I had moved to a new city to get married and graduated into an economy that didn’t have anything for me.

As it turns out, when you live in Portland, there’s always a coffeeshop looking for help. Granted, a friend of mine helped me get in, but I had no industry experience. I started out mainly washing dishes. Taking orders. Getting yelled out by customers because I made a mistake taking their order. All of the bits you have to learn to make a hard shell over your soft skin.

I started to cook because it was a way to show who I was to people I didn’t grow up with.

I wasn’t very good at it.
I knew how to fry chicken, and make rice a roni. I could pop open a can of green beans and douse it with Tony Chachere’s. It was the only thing I really wanted to be good at. My friends were better at other things that I knew I didn’t want to do.

I really wanted to be that daunting figure in the kitchen sweating and cooking.

It was something that seemed so wildly complicated, that being able to control it felt kind of God-like. Listening to an egg cook or smelling when onions cook too long was becoming something that I could thread in and out of my daily life like a coat made just for me. Hell, now I can hear the moments water goes from simmer to boil with pretty good accuracy.

Cooking helped me open up.
It became the thing that gave me some authority on anything, really. I knew that I could poach an egg with confidence or crank out a delicate vinaigrette on the fly. It gave me the confidence I’d been missing my whole life.

I was obsessed with something I knew I could get better at every day.

Even the hell of falling out of love with a person, the kitchen became my way to block out pain and still maintain some sense of purpose.
“Well, at least I have this” I would say. (And still say that at times.)

Kitchens can and will break you down. Every cook knows that there is a point in any given day where it breaks you. Most days, it doesn’t. You have a hope in the back of your mind that your day can be somewhat normal. You will maybe, go home and actually cook dinner for yourself and partner.

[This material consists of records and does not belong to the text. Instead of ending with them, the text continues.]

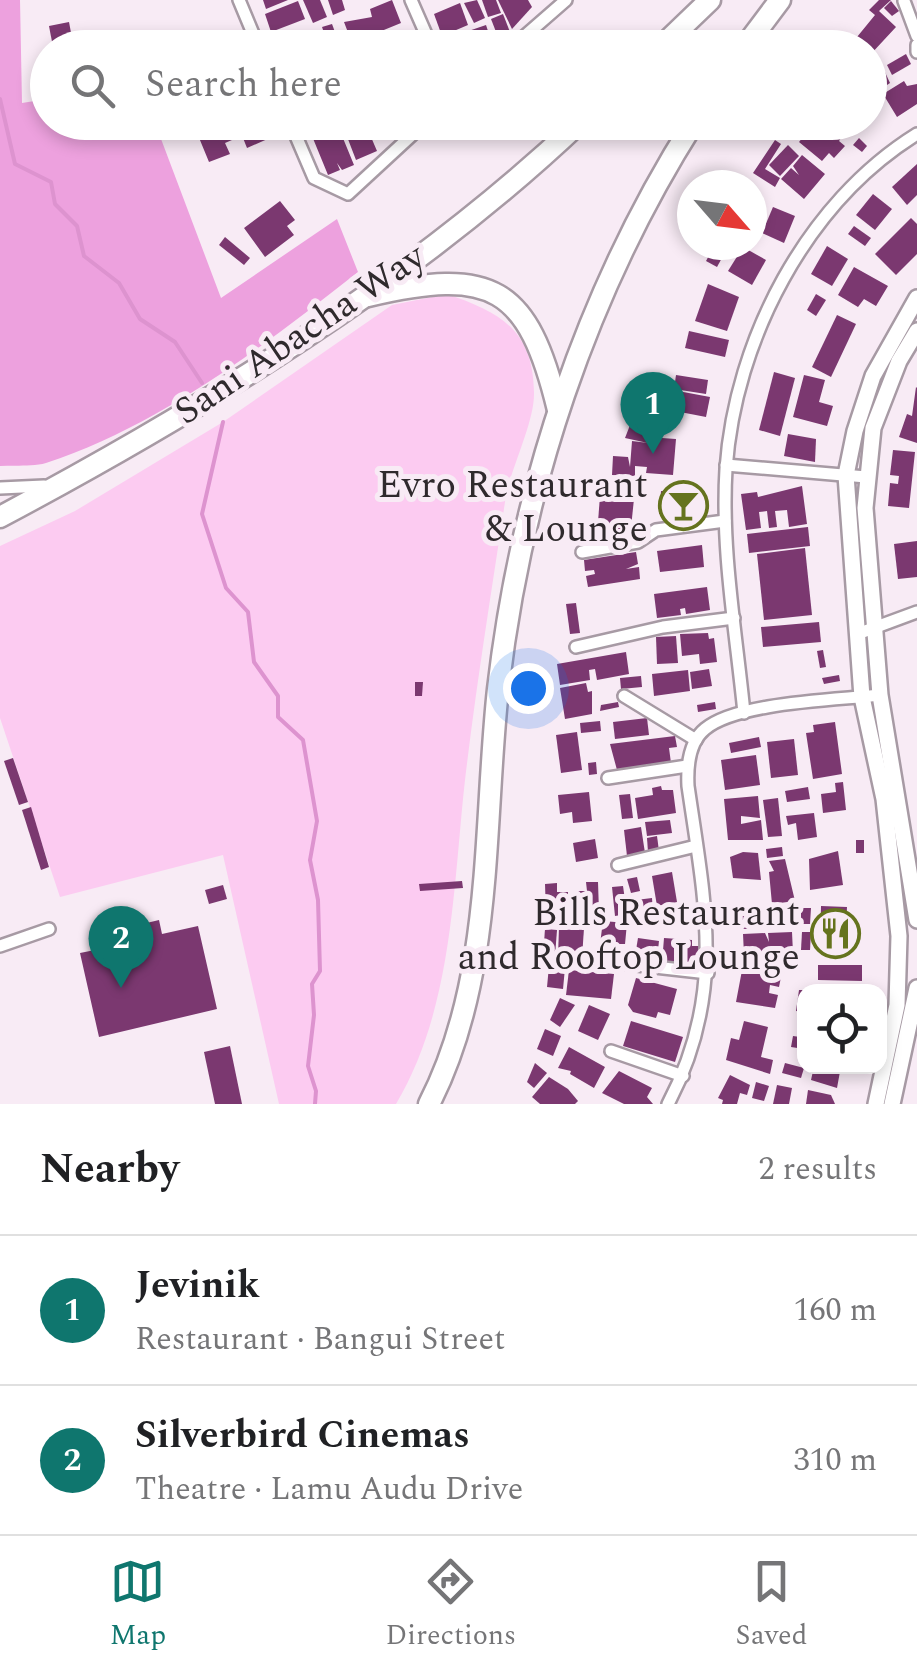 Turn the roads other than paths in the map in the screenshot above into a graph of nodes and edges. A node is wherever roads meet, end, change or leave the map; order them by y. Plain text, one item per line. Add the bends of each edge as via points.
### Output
1 (239, 0) edge
2 (412, 0) edge
3 (710, 0) edge
4 (780, 0) edge
5 (789, 0) edge
6 (904, 1) edge
7 (560, 2) edge
8 (764, 21) junction
9 (252, 30) edge
10 (424, 30) edge
11 (530, 30) edge
12 (679, 30) edge
13 (757, 30) edge
14 (917, 36) edge
15 (917, 134) edge
16 (298, 140) edge
17 (406, 140) edge
18 (559, 140) edge
19 (684, 140) edge
20 (358, 298) junction
21 (917, 298) edge
22 (917, 331) edge
23 (558, 410) junction
24 (726, 465) junction
25 (846, 475) junction
26 (866, 478) junction
27 (63, 484) junction
28 (0, 488) edge
29 (0, 517) edge
30 (725, 522) junction
31 (582, 552) dead end
32 (917, 612) edge
33 (734, 618) junction
34 (878, 627) junction
35 (860, 633) junction
36 (576, 647) dead end
37 (624, 696) dead end
38 (871, 696) junction
39 (744, 713) junction
40 (696, 740) junction
41 (687, 766) junction
42 (608, 778) dead end
43 (696, 846) junction
44 (618, 864) dead end
45 (917, 920) edge
46 (49, 929) dead end
47 (0, 946) edge
48 (628, 964) dead end
49 (708, 972) junction
50 (917, 988) edge
51 (611, 1051) dead end
52 (683, 1076) junction
53 (429, 1104) edge
54 (668, 1104) edge
55 (876, 1104) edge
56 (892, 1104) edge

1 - 9 street
2 - 10 street
3 - 12 highway
4 - 8 highway
5 - 8 highway
6 - 14 street
7 - 11 street
8 - 13 highway
15 - 24 street via 860,180 773,296 739,396
16 - 17 street via 314,178 348,194
18 - 20 highway, Sani Abacha Way
19 - 23 highway via 621,254
20 - 23 highway via 436,281 497,294 527,320
20 - 27 highway, Sani Abacha Way
21 - 25 main road via 873,376
22 - 26 main road via 882,397
23 - 53 highway via 512,594 474,960
24 - 25 street
24 - 30 street
25 - 26 street
25 - 35 main road
26 - 34 main road via 866,545
27 - 28 street
27 - 29 highway, Sani Abacha Way
30 - 31 street via 656,530 638,542
30 - 33 street
32 - 34 street
33 - 36 street
33 - 39 street
34 - 35 street
34 - 38 main road
35 - 38 main road
37 - 40 street
38 - 39 street
38 - 45 main road
38 - 55 main road via 899,936 897,1005
39 - 40 street via 706,728
40 - 41 street
41 - 42 street
41 - 43 street
43 - 44 street
43 - 49 street
46 - 47 street
48 - 49 street
49 - 52 street
50 - 56 main road
51 - 52 street
52 - 54 street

But, something usually happens.

The drain in the dish pit over flows with grease and food bits and God knows what other hell.
Or your anxiety decides to overwhelm you in the middle of service and you blank out. You turn into a robot of yourself to get through the day. It’s all happened, and it will happen again.

There is something incredibly addicting about a restaurant that works, day after day. All the deliveries came at the best time. No one was out of the cheese we needed and our Coke delivery guy wasn’t an asshole for once. (And did I mention Sysco didn’t dump all of our boxes in front of our oven in the middle of the lunch rush!?)

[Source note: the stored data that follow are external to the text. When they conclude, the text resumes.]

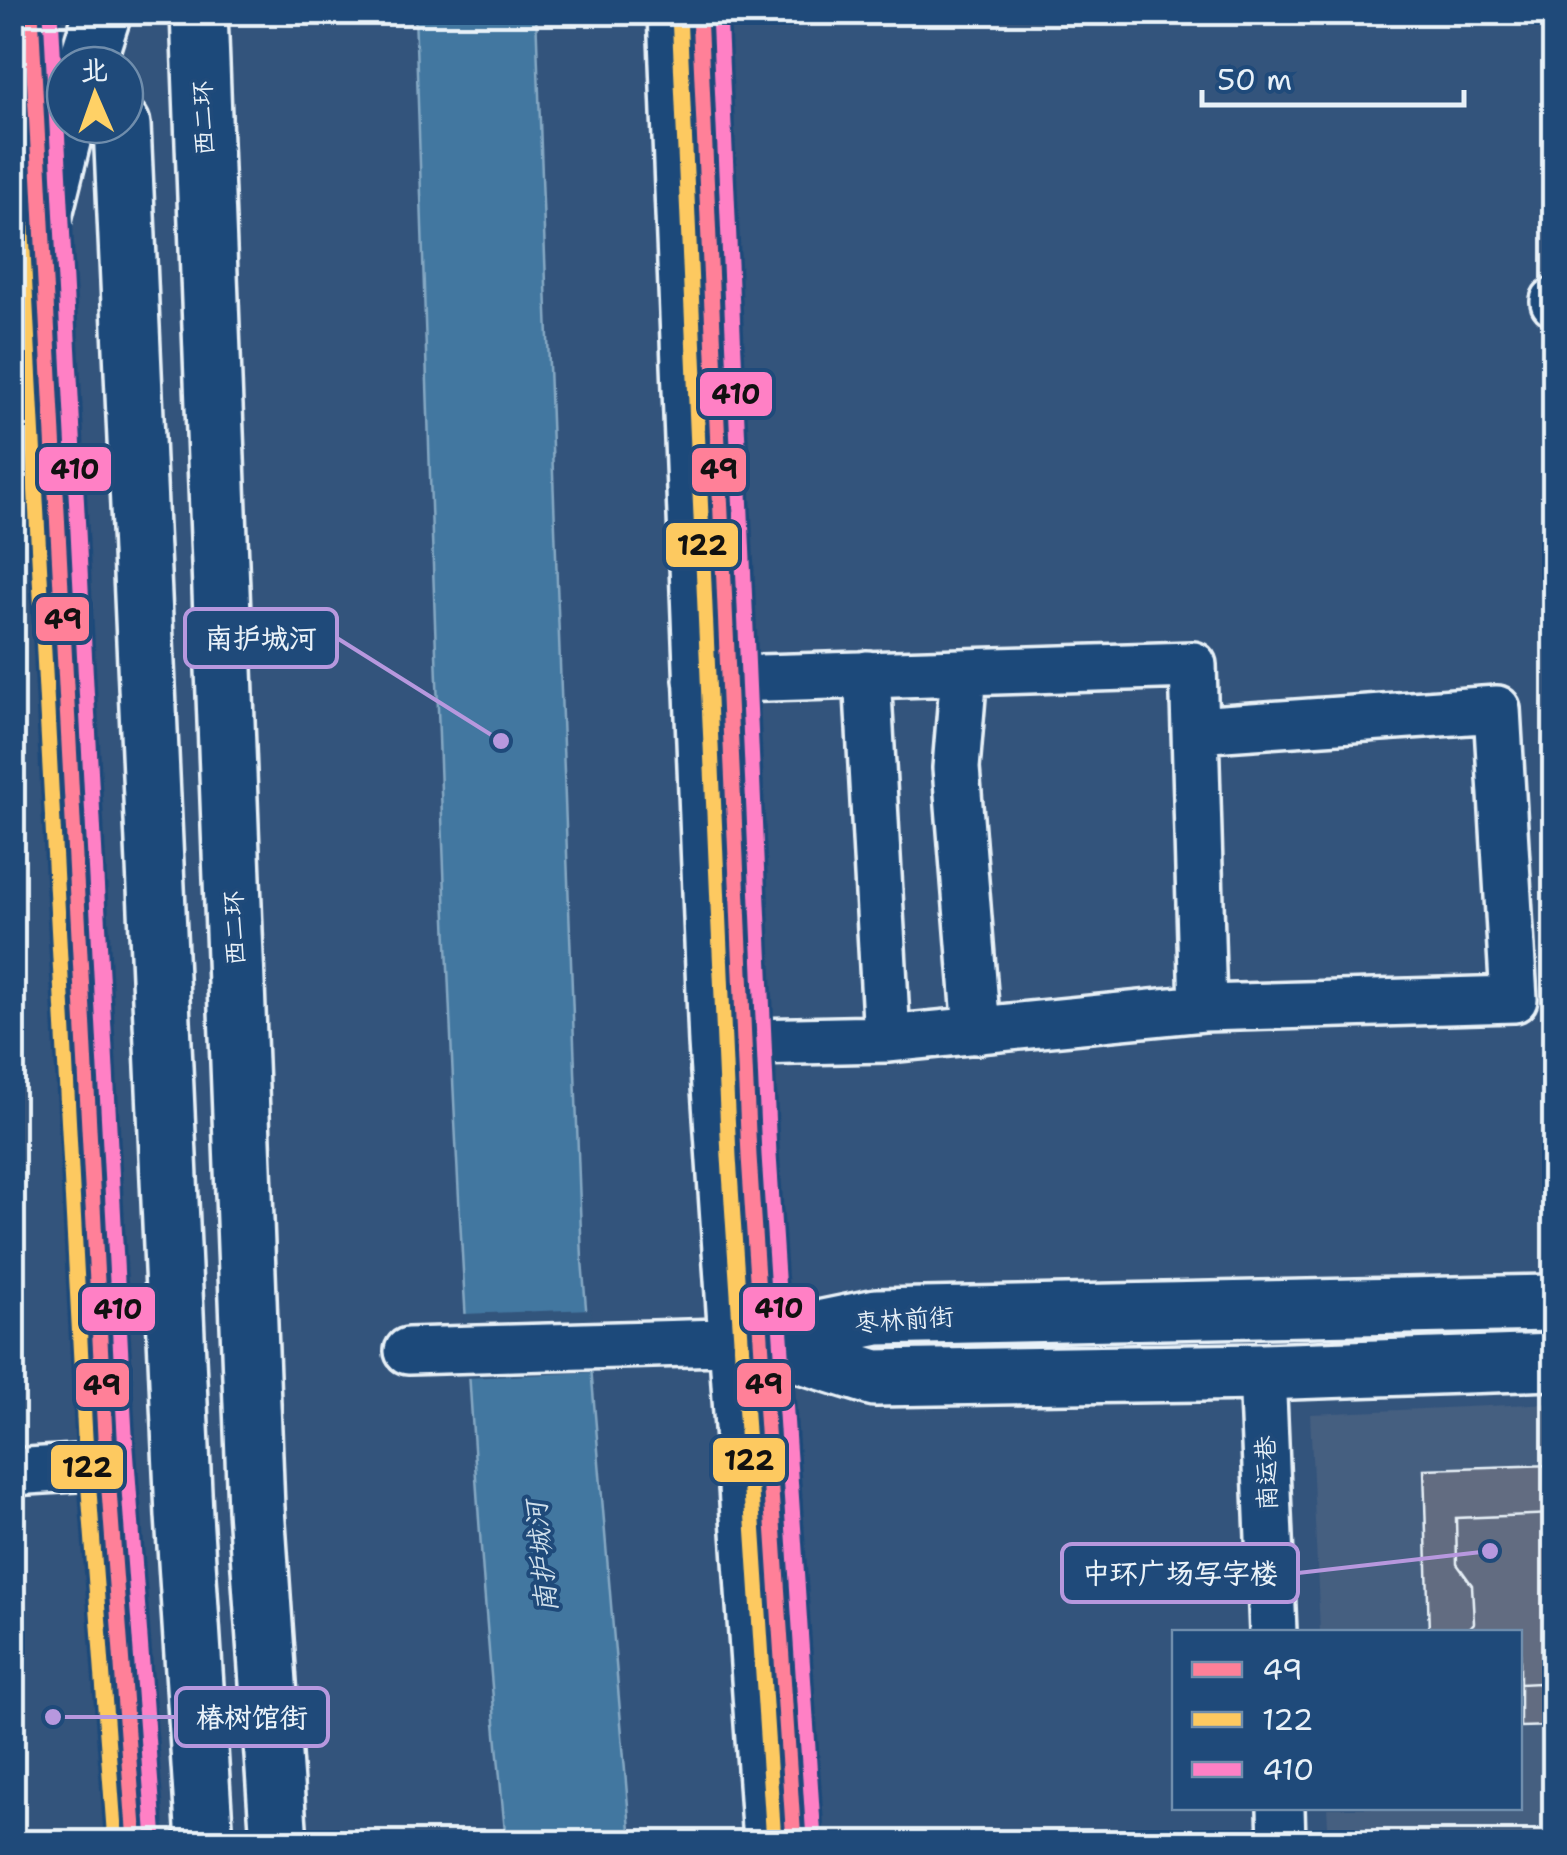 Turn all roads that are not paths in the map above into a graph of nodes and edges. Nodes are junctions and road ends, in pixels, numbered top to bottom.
1 (31, 12) edge
2 (103, 12) edge
3 (117, 12) edge
4 (198, 12) edge
5 (671, 12) edge
6 (700, 12) edge
7 (80, 45) edge
8 (119, 45) edge
9 (45, 69) edge
10 (47, 145) edge
11 (123, 145) edge
12 (42, 222) joint
13 (964, 672) junction
14 (866, 674) junction
15 (713, 679) junction
16 (1196, 730) junction
17 (1204, 1008) junction
18 (977, 1031) junction
19 (888, 1038) junction
20 (726, 1042) junction
21 (1554, 1303) edge
22 (745, 1341) junction
23 (408, 1351) dead end
24 (1554, 1362) edge
25 (1262, 1372) junction
26 (12, 1442) edge
27 (106, 1451) junction
28 (12, 1472) edge
29 (1273, 1630) edge
30 (1281, 1810) edge
31 (134, 1842) edge
32 (205, 1842) edge
33 (280, 1842) edge
34 (766, 1842) edge
35 (794, 1842) edge
36 (1282, 1842) edge

1 - 9 street
2 - 7 main road
3 - 8 main road
4 - 33 main road, 西二环
5 - 15 street
6 - 15 street
10 - 12 main road
11 - 32 main road
12 - 27 street
13 - 14 street
13 - 16 street
13 - 18 street
14 - 15 street
14 - 19 street
15 - 20 street
16 - 17 street
16 - 17 street
17 - 18 street
18 - 19 street
19 - 20 street
20 - 22 street
21 - 22 main road, 枣林前街
22 - 23 street
22 - 25 main road, 枣林前街
22 - 34 street
22 - 35 street
24 - 25 main road, 枣林前街
25 - 29 street, 南运巷
26 - 27 street
27 - 28 street
27 - 31 street
30 - 36 street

And then the pandemic came.

Once the reality of having to shut down entered my bones, I’ll admit, I felt a bit relieved. Something felt so toxic about being open and encouraging people to cram into a small space when all the health professionals are telling you not to do it. (But if we don’t do it, we’ll drown as a business…?)

I couldn’t adapt fast enough. I felt like an immense failure. (Still do sometimes.)

I was completely exhausted.

Our business would adapt a bit and I would drink a lot. And order DoorDash. There was something so amazing about a brown bag full of hot food with my name on it sitting outside my door WITHOUT having that awkward interaction of someone catering to my lazy ass. It was incredible.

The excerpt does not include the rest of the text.